What Nicole is stating here is the powerful truth and it is hard to understand for many men because men have the ability to state what they need or want clearly most of the time. Men have also been raised differently then women and do not have the same shame placed upon them for wanting or needing sex. It is expected that a man craves, thinks about and will ask for sex. It is common thought in many marriages and in society that it is the woman’s place “to make sure to keep her man happy, else he will surely stray and find it somewhere else” but for a woman to be open about her cravings labels her a whore or slut. Even if we are not aware of this low grade consciousness and believe ourselves to be above this sort of thinking, the consciousness and programs still exist for all of us. They lay there in the covers of darkness within our psyche and if we are women they make themselves known pretty quickly as soon as we face our undernourished needs.

Men: Ask Your Women What She Desires

So gentlemen or those in the masculine role of the relationship, never stop asking your woman what she desires.

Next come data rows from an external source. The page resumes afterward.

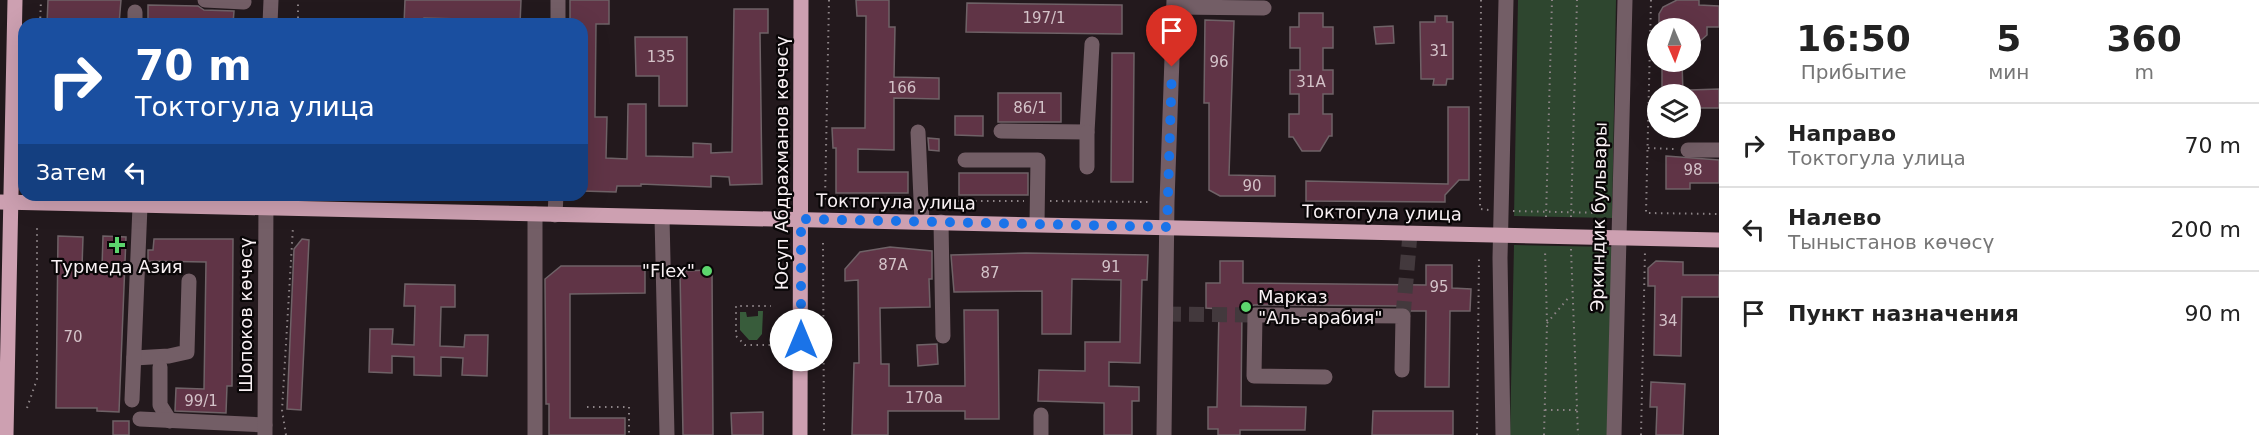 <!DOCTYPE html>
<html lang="ru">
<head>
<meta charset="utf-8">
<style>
  body { margin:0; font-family:"DejaVu Sans",sans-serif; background:#f6f6f6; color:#222; height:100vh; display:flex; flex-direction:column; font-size:22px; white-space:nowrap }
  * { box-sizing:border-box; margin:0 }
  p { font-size:20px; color:#767676 }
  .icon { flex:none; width:33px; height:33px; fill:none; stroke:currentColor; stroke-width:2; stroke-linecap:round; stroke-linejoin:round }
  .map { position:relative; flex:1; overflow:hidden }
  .side { display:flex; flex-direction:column; background:#fff; width:540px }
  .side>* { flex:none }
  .banner { position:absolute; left:18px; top:18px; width:570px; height:183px; border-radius:18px; box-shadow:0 6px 24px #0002; background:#1a4fa0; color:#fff; overflow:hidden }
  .needle { width:39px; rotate:178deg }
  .controls { position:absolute; left:1647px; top:18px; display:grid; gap:12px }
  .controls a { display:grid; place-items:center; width:54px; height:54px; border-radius:50%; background:#fff; box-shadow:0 6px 24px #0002; font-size:30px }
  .pin { position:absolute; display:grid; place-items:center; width:51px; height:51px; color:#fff; margin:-62px -26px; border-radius:50% 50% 50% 0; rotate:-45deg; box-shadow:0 0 6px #0007 }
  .pin .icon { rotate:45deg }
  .me { position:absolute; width:66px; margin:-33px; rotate:0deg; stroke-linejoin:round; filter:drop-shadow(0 0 4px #0008) }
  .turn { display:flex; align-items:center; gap:21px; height:126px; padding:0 18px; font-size:27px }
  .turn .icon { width:78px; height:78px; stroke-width:2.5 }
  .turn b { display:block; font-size:42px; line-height:51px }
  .then { display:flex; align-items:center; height:57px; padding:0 18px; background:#0003; gap:12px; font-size:22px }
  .eta { display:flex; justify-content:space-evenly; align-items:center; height:102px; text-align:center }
  .eta b { font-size:36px; font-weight:600; line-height:42px }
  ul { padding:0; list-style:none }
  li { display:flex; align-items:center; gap:18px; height:84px; padding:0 18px; border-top:2px solid #e0e0e0 }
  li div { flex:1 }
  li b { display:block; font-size:22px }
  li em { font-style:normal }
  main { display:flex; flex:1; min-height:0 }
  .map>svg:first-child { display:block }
  .green { fill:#2e462f }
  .water { fill:#385c3b }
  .building { fill:#603446; stroke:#6f6267; stroke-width:1.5 }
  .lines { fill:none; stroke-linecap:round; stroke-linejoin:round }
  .minor-tunnel { stroke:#43393d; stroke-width:15; stroke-dasharray:15 8; stroke-linecap:butt }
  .path { stroke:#8d8487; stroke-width:2; stroke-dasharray:1.5 4.5; stroke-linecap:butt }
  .minor { stroke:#735e66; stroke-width:15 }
  .major { stroke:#cda0b1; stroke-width:15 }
  .route { stroke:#1a73e8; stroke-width:10; stroke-dasharray:0 18 }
  .poi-dot { fill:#5cd56d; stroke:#090607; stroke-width:2 }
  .labels { text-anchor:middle; stroke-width:4.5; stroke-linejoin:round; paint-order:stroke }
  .number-label { font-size:15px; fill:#d3c2c8 }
  .street-label { font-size:18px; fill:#f9f1f4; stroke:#090607 }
  .poi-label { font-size:18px; fill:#f9f1f4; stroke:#090607 }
</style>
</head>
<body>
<main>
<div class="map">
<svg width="1719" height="435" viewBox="0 0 1719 435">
  <rect width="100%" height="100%" fill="#23191d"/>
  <g class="green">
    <polygon points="1518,0 1616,0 1612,218 1514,216"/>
    <polygon points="1514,245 1612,247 1608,435 1510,435"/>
  </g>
  <polygon class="water" points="758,311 763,311 762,334 757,340 749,340 740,330 740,312 746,312 747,317 758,316"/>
  <g class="building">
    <polygon points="48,0 121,0 119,24 47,24"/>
    <polygon points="405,0 521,0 520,24 500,24 500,20 424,18 424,24 404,24"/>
    <polygon points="570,0 609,0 609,24 596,24 595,117 607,117 606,158 627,159 628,104 646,104 646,156 693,157 693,143 711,144 711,153 732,152 734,9 768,9 768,33 760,33 762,184 730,185 729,177 711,176 711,187 641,184 641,186 617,186 616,192 582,191 582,24 570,24"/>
    <polygon points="856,0 889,0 889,27 895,27 894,77 939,78 939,99 894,98 894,150 858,149 858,172 908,172 908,193 836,193 836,148 833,148 832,128 865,128 866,16 857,16"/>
    <polygon points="1677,0 1699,0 1699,5 1719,6 1719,27 1707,27 1707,35 1690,50 1690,28 1659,28 1659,14 1663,7"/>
    <polygon points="967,3 1122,5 1122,34 966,32"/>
    <polygon points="148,5 198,6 204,10 234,11 233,24 148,24"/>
    <polygon points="1299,13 1323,13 1323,27 1333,27 1333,48 1323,48 1323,70 1333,70 1333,94 1323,94 1323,114 1332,114 1332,136 1329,136 1320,151 1302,151 1293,137 1289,137 1289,114 1299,114 1299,94 1290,94 1290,70 1300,70 1300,48 1290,48 1290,27 1299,27"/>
    <polygon points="1435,16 1447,16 1447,22 1453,22 1453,79 1447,79 1446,85 1433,85 1434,79 1421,79 1420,22 1435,22"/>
    <polygon points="1205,20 1234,21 1229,175 1275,176 1275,196 1220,196 1209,190 1209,103 1204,103"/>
    <polygon points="1393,26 1394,43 1376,44 1374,27"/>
    <polygon points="635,37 687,37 687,106 659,106 659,76 636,76"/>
    <polygon points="1112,53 1134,53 1133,182 1111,182"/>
    <polygon points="1662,62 1682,62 1683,94 1662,94"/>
    <polygon points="1719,89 1719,108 1690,108 1690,90"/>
    <rect x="998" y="93" width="63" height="29"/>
    <polygon points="1448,107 1469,107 1469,180 1459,180 1445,195 1445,202 1306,201 1306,181 1448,184"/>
    <polygon points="955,116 983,116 983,136 955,135"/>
    <polygon points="928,138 939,139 939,151 929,150"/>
    <polygon points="1666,156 1719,160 1719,183 1690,183 1690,189 1666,189"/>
    <rect x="959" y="173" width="69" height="22"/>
    <polygon points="58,236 83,237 82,267 102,267 103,236 126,237 119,412 97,411 97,408 56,408"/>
    <polygon points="154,239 233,239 232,386 227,386 226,413 175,411 176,388 204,389 206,262 148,261 148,250 153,250"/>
    <polygon points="302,239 309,240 301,410 287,409 294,249"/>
    <polygon points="890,247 932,251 932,279 929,279 930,307 880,308 881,364 889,364 889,386 965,386 964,310 998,310 999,419 965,419 965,411 888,411 888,435 852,435 854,363 859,363 858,280 845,281 845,269 860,252"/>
    <polygon points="1026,253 1148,255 1147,280 1142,280 1140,363 1109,362 1109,386 1139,387 1139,401 1132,401 1132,435 1104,435 1104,403 1038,401 1039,370 1085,371 1085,342 1120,342 1121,280 1072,279 1071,334 1042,334 1042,291 954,292 951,255"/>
    <polygon points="1220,261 1243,261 1243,283 1426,285 1426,265 1452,265 1452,288 1471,289 1470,311 1450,311 1449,387 1425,387 1426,311 1411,311 1403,306 1254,305 1242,309 1241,406 1306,407 1305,430 1240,430 1240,435 1218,435 1218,429 1208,429 1208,407 1217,407 1219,309 1206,308 1206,283 1220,283"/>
    <polygon points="1656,261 1683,262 1683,275 1719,275 1719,297 1682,297 1681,356 1654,355 1655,286 1648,286 1648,268"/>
    <polygon points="561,266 645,266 645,293 570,294 570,418 625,418 625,435 549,435 549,404 546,404 545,279"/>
    <polygon points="712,270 713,435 683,435 680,271"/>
    <polygon points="405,284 455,285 455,307 441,307 440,346 464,347 465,335 488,335 487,376 462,375 463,358 441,357 441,376 414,375 414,357 392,356 392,373 369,372 370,329 393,329 392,344 414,345 415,306 404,306"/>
    <polygon points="937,344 938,364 918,366 917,345"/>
    <polygon points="1651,382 1685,384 1683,435 1656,435 1657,407 1650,407"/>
    <polygon points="1373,411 1453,411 1453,435 1372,435"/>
    <polygon points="763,412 763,435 732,435 731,413"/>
    <rect x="113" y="421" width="16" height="14"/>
  </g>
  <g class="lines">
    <g class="minor-tunnel">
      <polyline points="1166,314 1255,315"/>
      <polyline points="1403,316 1410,234"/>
    </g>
    <g class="path">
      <polyline points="829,0 825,200 907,200"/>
      <polyline points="1481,0 1480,209 1489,210"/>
      <polyline points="1651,0 1646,213 1719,214"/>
      <polyline points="40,24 41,0"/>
      <polyline points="298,24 298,0"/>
      <polyline points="1648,148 1675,149"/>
      <polyline points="933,201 1024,201"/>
      <polyline points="1050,201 1151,202"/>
      <polyline points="1513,211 1606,213"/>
      <polyline points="1546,217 1552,0"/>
      <polyline points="1571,217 1577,0"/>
      <polyline points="823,243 824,435"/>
      <polyline points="1571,249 1578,435"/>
      <polyline points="1547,323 1570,296"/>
      <polyline points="770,345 745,345 736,336 736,306 771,306"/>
      <polyline points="587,407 629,407 629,435"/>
      <polyline points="27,408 37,379 37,226"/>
      <polyline points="1545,410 1578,410"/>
      <polyline points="286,435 282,410 293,227"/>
      <polyline points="1477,435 1479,257"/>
      <polyline points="1544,435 1547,323 1545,249"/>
      <polyline points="1641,435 1645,251"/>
    </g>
    <g class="minor">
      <polyline points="205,0 244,2"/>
      <polyline points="1174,7 1264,8"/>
      <polyline points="135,24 135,12"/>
      <polyline points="270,24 271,0"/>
      <polyline points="558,24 558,0"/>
      <polyline points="1001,131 1087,132 1092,44"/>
      <polyline points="918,132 922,222"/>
      <polyline points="1688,150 1719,150"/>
      <polyline points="965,160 1038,160 1037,224"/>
      <polyline points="1087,167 1087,132"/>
      <polyline points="535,214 535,435"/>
      <polyline points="555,215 556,195"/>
      <polyline points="662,217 667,435"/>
      <polyline points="941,222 943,336"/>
      <polyline points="134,358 169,356 187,352 189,281"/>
      <polyline points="160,367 160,405 170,421"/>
      <polyline points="1325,377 1254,376 1255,315 1403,316 1402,370"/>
      <polyline points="132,400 140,206"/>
      <polyline points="140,419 265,425"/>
      <polyline points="265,435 266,195"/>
      <polyline points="1041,435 1041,415"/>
      <polyline points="1164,435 1167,202 1174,0"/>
      <polyline points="1503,435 1500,258 1506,0"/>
      <polyline points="1614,435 1625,0"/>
    </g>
    <g class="major">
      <polyline points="0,202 1719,240"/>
      <polyline points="6,435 15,0"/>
      <polyline points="800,435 801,0"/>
    </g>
  </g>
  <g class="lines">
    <polyline class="route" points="801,340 801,219 1167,227 1172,67"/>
  </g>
  <g class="poi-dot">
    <path d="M114 236h6v6h6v6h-6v6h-6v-6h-6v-6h6z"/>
    <circle cx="707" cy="271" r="6"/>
    <circle cx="1246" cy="307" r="6"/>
  </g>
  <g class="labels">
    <g class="number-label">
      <text x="1044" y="23">197/1</text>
      <text x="1439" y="56">31</text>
      <text x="661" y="62">135</text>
      <text x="1219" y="67">96</text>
      <text x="1311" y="87">31А</text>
      <text x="902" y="93">166</text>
      <text x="1030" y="113">86/1</text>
      <text x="1693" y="175">98</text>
      <text x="1252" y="191">90</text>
      <text x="893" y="270">87А</text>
      <text x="1111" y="272">91</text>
      <text x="990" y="278">87</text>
      <text x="1439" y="292">95</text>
      <text x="1668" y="326">34</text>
      <text x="73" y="342">70</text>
      <text x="924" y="403">170а</text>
      <text x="201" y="406">99/1</text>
    </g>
    <g class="street-label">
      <text transform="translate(782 163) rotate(-90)" y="6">Юсуп Абдрахманов көчөсү</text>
      <text transform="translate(896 202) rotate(1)" y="6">Токтогула улица</text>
      <text transform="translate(1382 213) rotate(1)" y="6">Токтогула улица</text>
      <text transform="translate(1599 217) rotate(-89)" y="6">Эркиндик бульвары</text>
      <text transform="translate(246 315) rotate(-90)" y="6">Шопоков көчөсү</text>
    </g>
    <g class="poi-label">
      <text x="117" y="273">Турмеда Азия</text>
      <text x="695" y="277" text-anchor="end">"Flex"</text>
      <text x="1258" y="303" text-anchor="start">Марказ<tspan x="1258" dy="21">"Аль-арабия"</tspan></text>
    </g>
  </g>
</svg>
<div class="controls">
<a><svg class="needle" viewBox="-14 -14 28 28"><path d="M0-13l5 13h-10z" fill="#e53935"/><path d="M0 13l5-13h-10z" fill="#767676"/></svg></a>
<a><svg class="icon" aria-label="layers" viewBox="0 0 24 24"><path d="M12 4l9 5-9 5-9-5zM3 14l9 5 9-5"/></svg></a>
</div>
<div class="pin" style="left:1172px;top:67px;background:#d93025"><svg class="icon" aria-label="arrive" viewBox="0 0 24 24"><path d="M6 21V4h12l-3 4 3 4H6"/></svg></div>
<svg class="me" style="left:801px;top:340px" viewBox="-20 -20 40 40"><circle r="19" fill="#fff"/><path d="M0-13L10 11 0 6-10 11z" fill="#1a73e8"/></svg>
<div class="banner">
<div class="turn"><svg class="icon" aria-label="right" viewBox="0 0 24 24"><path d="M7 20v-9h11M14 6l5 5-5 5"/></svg><div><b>70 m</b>Токтогула улица</div></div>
<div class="then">Затем<svg class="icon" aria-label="left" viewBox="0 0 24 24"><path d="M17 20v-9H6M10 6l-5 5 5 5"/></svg></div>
</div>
</div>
<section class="side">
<div class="eta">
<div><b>16:50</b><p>Прибытие</p></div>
<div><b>5</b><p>мин</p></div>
<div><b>360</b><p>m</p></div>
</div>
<ul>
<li><svg class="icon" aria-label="right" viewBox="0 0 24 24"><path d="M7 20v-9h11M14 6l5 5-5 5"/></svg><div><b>Направо</b><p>Токтогула улица</p></div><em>70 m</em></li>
<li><svg class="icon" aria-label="left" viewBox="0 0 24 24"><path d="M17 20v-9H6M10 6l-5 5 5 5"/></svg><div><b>Налево</b><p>Тыныстанов көчөсү</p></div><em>200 m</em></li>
<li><svg class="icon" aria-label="arrive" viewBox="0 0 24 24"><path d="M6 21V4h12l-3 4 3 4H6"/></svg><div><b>Пункт назначения</b></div><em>90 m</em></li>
</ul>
</section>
</main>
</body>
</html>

Never stop inquiring about her deep hungers. Dig in her cavern and find the treasures she has hidden there, tell her frequently that you love her, that she is your babe, your special lady, your love. Touch her often and playfully and set aside time to REALLY be with her. This is not meaning a movie and dinner or even snuggle time on the couch, this means eye to eye, deep focused communication time. Communicate your love with words, looks and touch and ALWAYS keep asking. She will open to you.